Robert Ietswaart, Florian Szardenings, Kenn Gerdes, and Martin Howard. 2014. “Competing ParA structures space bacterial plasmids equally over the nucleoid.” PLoS Comput Biol, 10, 12, Pp. e1004009.Abstract
Low copy number plasmids in bacteria require segregation for stable inheritance through cell division. This is often achieved by a parABC locus, comprising an ATPase ParA, DNA-binding protein ParB and a parC region, encoding ParB-binding sites. These minimal components space plasmids equally over the nucleoid, yet the underlying mechanism is not understood. Here we investigate a model where ParA-ATP can dynamically associate to the nucleoid and is hydrolyzed by plasmid-associated ParB, thereby creating nucleoid-bound, self-organizing ParA concentration gradients. We show mathematically that differences between competing ParA concentrations on either side of a plasmid can specify regular plasmid positioning. Such positioning can be achieved regardless of the exact mechanism of plasmid movement, including plasmid diffusion with ParA-mediated immobilization or directed plasmid motion induced by ParB/parC-stimulated ParA structure disassembly. However, we find experimentally that parABC from Escherichia coli plasmid pB171 increases plasmid mobility, inconsistent with diffusion/immobilization. Instead our observations favor directed plasmid motion. Our model predicts less oscillatory ParA dynamics than previously believed, a prediction we verify experimentally. We also show that ParA localization and plasmid positioning depend on the underlying nucleoid morphology, indicating that the chromosomal architecture constrains ParA structure formation. Our directed motion model unifies previously contradictory models for plasmid segregation and provides a robust mechanistic basis for self-organized plasmid spacing that may be widely applicable.

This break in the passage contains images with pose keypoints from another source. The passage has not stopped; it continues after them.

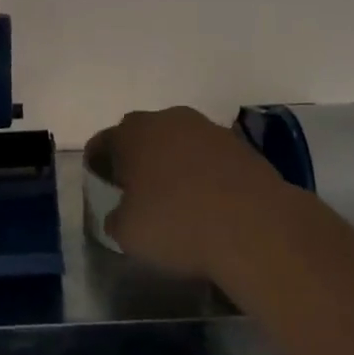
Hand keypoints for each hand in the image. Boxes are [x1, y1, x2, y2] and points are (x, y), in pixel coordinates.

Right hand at [99, 106, 294, 281]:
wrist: (255, 225)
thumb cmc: (178, 225)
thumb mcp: (129, 234)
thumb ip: (117, 218)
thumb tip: (121, 213)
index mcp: (133, 133)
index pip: (104, 141)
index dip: (98, 161)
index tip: (98, 181)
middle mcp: (168, 119)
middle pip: (143, 134)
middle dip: (136, 156)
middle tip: (135, 187)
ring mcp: (207, 128)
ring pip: (179, 141)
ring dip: (173, 161)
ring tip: (175, 195)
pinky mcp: (240, 145)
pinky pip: (209, 155)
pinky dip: (203, 171)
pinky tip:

Robert Ietswaart, Zhe Wu, and Caroline Dean. 2012. “Flowering time control: another window to the connection between antisense RNA and chromatin.” Trends Genet, 28, 9, Pp. 445-53.Abstract
A high proportion of all eukaryotic genes express antisense RNA (asRNA), which accumulates to varying degrees at different loci. Whether there is a general function for asRNA is unknown, but its widespread occurrence and frequent regulation by stress suggest an important role. The best-characterized plant gene exhibiting a complex antisense transcript pattern is the Arabidopsis floral regulator FLOWERING LOCUS C (FLC). Changes occur in the accumulation, splicing, and polyadenylation of this antisense transcript, termed COOLAIR, in different environments and genotypes. These changes are associated with altered chromatin regulation and differential FLC expression, provoking mechanistic comparisons with many well-studied loci in yeast and mammals. Detailed analysis of these specific examples may shed light on the complex interplay between asRNA and chromatin modifications in different genomes.